いうべきをいう~松下幸之助「人を育てる心得」
2015年11月16日更新

指導者はいうべきことをいうきびしさをもたなくてはならない
明治維新の彰義隊の戦いの時、官軍の指揮をとったのは、長州の大村益次郎であった。もともとこの戦いは、官軍の兵力が少なく、そのため、官軍首脳部にも慎重論が多かったのだが、彼は、十分勝算ありとして、武力討伐の方針を決めたのである。
さて戦いが始まると、最初は彰義隊の勢いもなかなかはげしく、官軍も苦戦をしいられ、特に薩摩藩が攻めた黒門口では最も激戦になった。そこで薩摩の一隊長が来て、増兵を頼んだが彼は許さなかった。その隊長は憤然として、「あなたは、薩軍に全員死ねとおっしゃるのですか」といったところ、彼は「もちろん、その通りだ」と答えた。それを伝え聞いた薩摩勢は、「よしそれならば」ということで全員決死の覚悟で獅子奮迅の働きをし、ついに黒門口を占領したという。
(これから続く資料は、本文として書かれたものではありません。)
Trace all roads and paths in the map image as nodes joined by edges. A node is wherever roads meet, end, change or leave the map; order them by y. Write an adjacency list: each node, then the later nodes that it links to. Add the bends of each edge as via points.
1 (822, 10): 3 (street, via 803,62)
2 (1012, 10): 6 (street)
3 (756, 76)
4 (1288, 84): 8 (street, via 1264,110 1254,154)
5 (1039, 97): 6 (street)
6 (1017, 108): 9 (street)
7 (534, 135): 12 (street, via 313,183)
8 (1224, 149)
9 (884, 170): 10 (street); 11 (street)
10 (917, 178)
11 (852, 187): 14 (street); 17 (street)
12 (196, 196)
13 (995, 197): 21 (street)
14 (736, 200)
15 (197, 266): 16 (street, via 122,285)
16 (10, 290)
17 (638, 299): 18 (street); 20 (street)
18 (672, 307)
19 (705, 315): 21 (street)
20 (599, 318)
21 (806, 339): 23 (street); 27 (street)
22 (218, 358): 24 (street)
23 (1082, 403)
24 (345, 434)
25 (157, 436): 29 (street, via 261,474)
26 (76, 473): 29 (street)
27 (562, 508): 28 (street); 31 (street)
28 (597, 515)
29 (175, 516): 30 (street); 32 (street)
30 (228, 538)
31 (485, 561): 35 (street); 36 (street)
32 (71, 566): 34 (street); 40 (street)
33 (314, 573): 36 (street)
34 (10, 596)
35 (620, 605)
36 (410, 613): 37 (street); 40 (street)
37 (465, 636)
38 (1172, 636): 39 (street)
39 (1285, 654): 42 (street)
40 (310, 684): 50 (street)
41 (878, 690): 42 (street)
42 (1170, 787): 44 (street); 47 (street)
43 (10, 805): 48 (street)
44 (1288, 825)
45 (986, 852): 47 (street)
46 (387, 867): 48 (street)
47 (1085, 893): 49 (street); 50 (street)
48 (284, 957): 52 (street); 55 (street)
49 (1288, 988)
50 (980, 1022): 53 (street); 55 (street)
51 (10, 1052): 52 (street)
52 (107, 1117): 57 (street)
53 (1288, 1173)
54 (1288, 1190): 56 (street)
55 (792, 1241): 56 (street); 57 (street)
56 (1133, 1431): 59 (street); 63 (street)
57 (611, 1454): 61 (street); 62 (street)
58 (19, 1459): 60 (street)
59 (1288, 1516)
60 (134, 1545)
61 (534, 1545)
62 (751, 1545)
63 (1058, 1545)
彼はまた、これに先立つ第二次長州征伐の際にも、川を前にして進軍を躊躇している味方を、「全員溺れろ」と叱咤激励して奮起させ、大勝利をおさめたともいわれている。
まことにきびしいといえばきびしい話である。しかし、勝つか負けるかというはげしい戦争の中で、「死ねとおっしゃるのですか」といわれて、「いや、別にそういうわけではない。気を悪くしないでくれ」などと相手の機嫌をとっていたのでは、士気を奮い立たせ、勝ちを制することはとてもできるものではない。大村益次郎はすぐれた軍略家であり、彰義隊との戦いも、全体としては彼の巧みな戦術によって見事な勝利を得たといわれるが、個々の局面では、こうしたきびしさが官軍を奮い立たせ、大きな戦果をあげたといえよう。
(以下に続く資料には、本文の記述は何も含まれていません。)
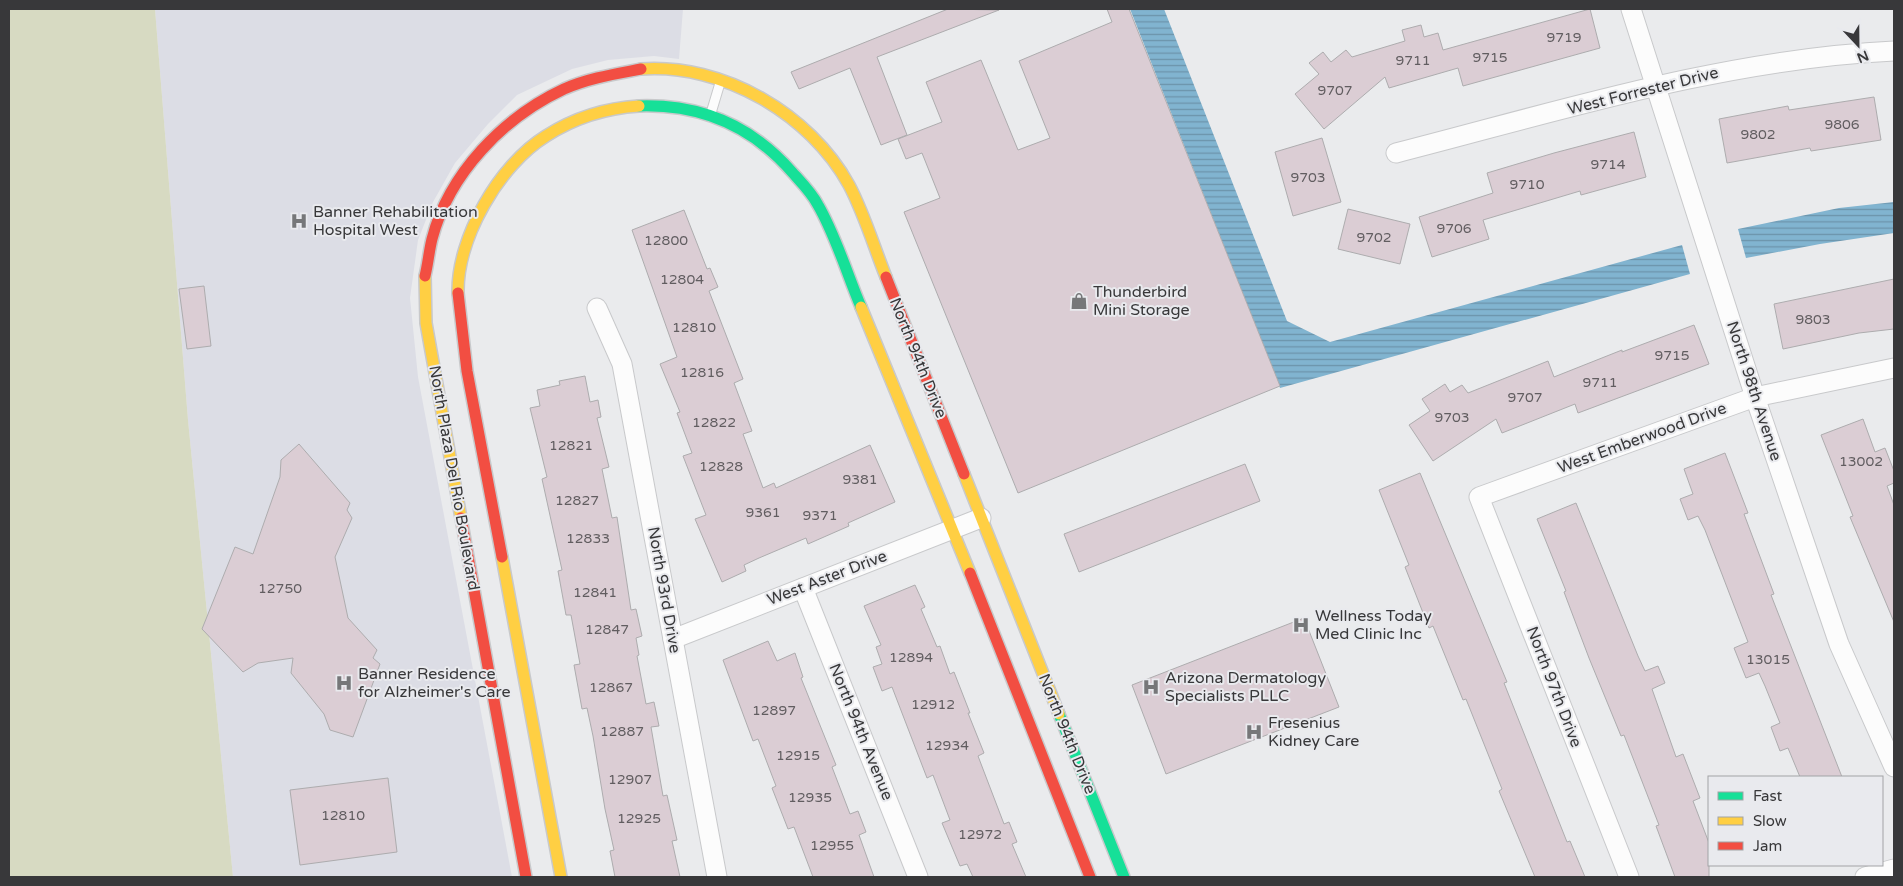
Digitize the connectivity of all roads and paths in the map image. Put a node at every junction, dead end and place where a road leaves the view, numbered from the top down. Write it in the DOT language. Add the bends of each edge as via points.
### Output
graph roads {
  1 [pos="1631,9"];
  2 [pos="1894,51"];
  3 [pos="721,80"];
  4 [pos="1656,86"];
  5 [pos="527,110"];
  6 [pos="710,116"];
  7 [pos="545,136"];
  8 [pos="1396,153"];
  9 [pos="597,308"];
  10 [pos="1894,368"];
  11 [pos="1755,396"];
  12 [pos="1480,497"];
  13 [pos="981,518"];
  14 [pos="952,529"];
  15 [pos="803,588"];
  16 [pos="673,639"];
  17 [pos="1894,767"];
  18 [pos="1894,869"];
  19 [pos="526,877"];
  20 [pos="561,877"];
  21 [pos="717,877"];
  22 [pos="918,877"];
  23 [pos="1090,877"];
  24 [pos="1124,877"];
  25 [pos="1629,877"];
  26 [pos="1865,877"];
  1 -- 4 [label="street, North 98th Avenue"];
  2 -- 4 [label="street, West Forrester Drive" via="1822,56 1737,68"];
  3 -- 5 [label="street, North 94th Drive" via="668,70 623,71 575,84"];
  3 -- 6 [label="lane"];
  3 -- 13 [label="street, North 94th Drive" via="759,97 796,123 820,144 850,186"];
  4 -- 8 [label="street, West Forrester Drive"];
  4 -- 11 [label="street, North 98th Avenue"];
  5 -- 19 [label="street, North Plaza Del Rio Boulevard" via="496,135 471,163 438,219 424,279 425,308"];
  6 -- 7 [label="street, North 94th Drive" via="666,107 616,108 567,123"];
  6 -- 14 [label="street, North 94th Drive" via="764,143 801,180 818,204"];
  7 -- 20 [label="street, North Plaza Del Rio Boulevard" via="516,160 469,232 460,264 459,300 472,422"];
  9 -- 16 [label="street, North 93rd Drive" via="622,364"];
  10 -- 11 [label="street, West Emberwood Drive"];
  11 -- 12 [label="street, West Emberwood Drive"];
  11 -- 17 [label="street, North 98th Avenue" via="1839,644"];
  12 -- 25 [label="street, North 97th Drive"];
  13 -- 14 [label="street, West Aster Drive"];
  13 -- 24 [label="street, North 94th Drive"];
  14 -- 15 [label="street, West Aster Drive"];
  14 -- 23 [label="street, North 94th Drive"];
  15 -- 16 [label="street, West Aster Drive"];
  15 -- 22 [label="street, North 94th Avenue"];
  16 -- 21 [label="street, North 93rd Drive"];
  18 -- 26 [label="street"];
}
これは戦争という特殊な状況下のことであるが、やはりどんな場合でも指導者はいうべきことをきびしくいうことが必要だと思う。いうべきことをいわず、いたずらに迎合していたのでは、一時的に人気を博することはあっても、それは人心を弛緩させ、結局は大局をあやまることになってしまう。
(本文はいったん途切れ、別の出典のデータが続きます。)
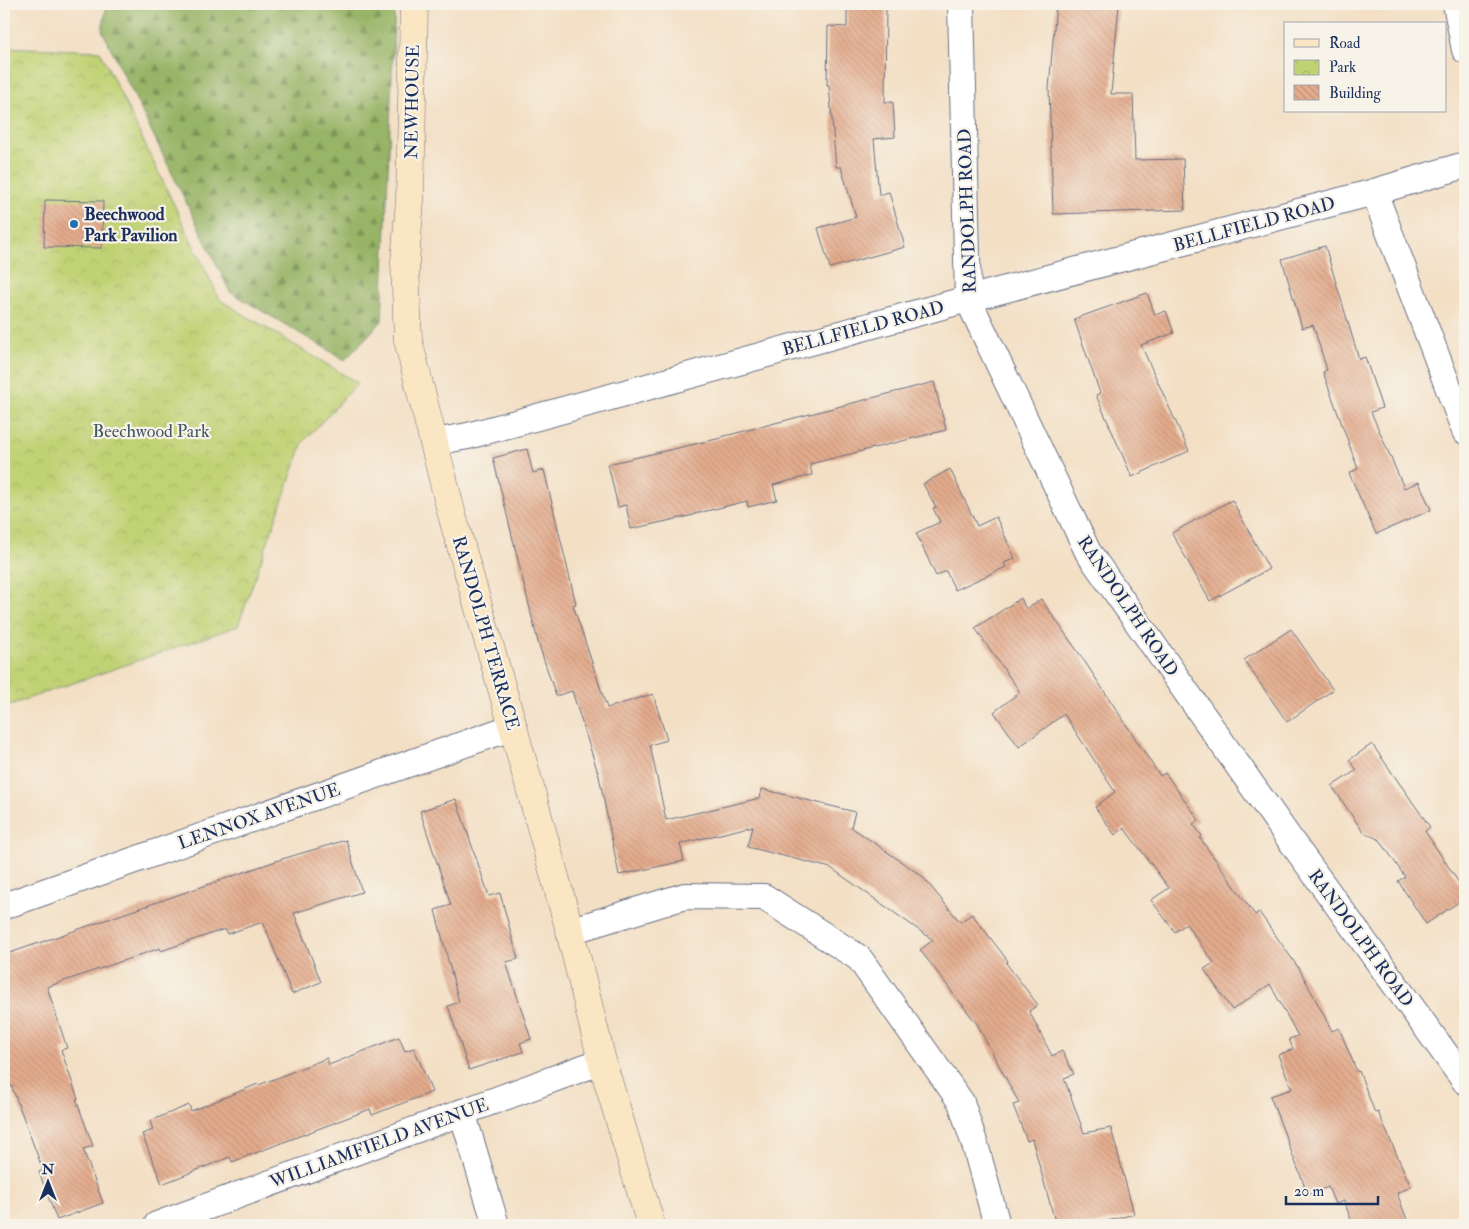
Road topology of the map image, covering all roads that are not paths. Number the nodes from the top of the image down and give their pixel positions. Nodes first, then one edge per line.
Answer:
1 (414, 4) edge
2 (961, 4) edge
3 (1456, 4) edge
4 (1465, 50) edge
5 (1465, 165) edge
6 (1374, 192) junction
7 (410, 200) joint
8 (968, 300) junction
9 (1465, 431) edge
10 (434, 442) junction
11 (513, 727) junction
12 (4, 906) edge
13 (570, 931) junction
14 (602, 1060) junction
15 (1465, 1081) edge
16 (462, 1112) junction
17 (157, 1225) edge
18 (496, 1225) edge
19 (651, 1225) edge
20 (997, 1225) edge

1 - 7 main road, NEWHOUSE
2 - 8 street, RANDOLPH ROAD
3 - 4 street
5 - 6 street, BELLFIELD ROAD
6 - 8 street, BELLFIELD ROAD
6 - 9 street
7 - 10 main road, RANDOLPH TERRACE
8 - 10 street, BELLFIELD ROAD
8 - 15 street, RANDOLPH ROAD
10 - 11 main road, RANDOLPH TERRACE
11 - 12 street, LENNOX AVENUE
11 - 13 main road, RANDOLPH TERRACE
13 - 14 main road, RANDOLPH TERRACE
13 - 20 street
14 - 16 street, WILLIAMFIELD AVENUE
14 - 19 main road, RANDOLPH TERRACE
16 - 17 street, WILLIAMFIELD AVENUE
16 - 18 street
かつてアメリカのケネディ大統領は、その就任演説で、「アメリカ国民諸君、今は国家が自分に何をしてくれるかを問うべき時ではない。自分が国家に対して何ができるかを問わねばならない時である」と国民に訴えた。
指導者たるものはいかなる時にあっても、このケネディのように、いうべきをいい、訴えるべきを訴えるきびしさを一面にもたなくてはならないと思う。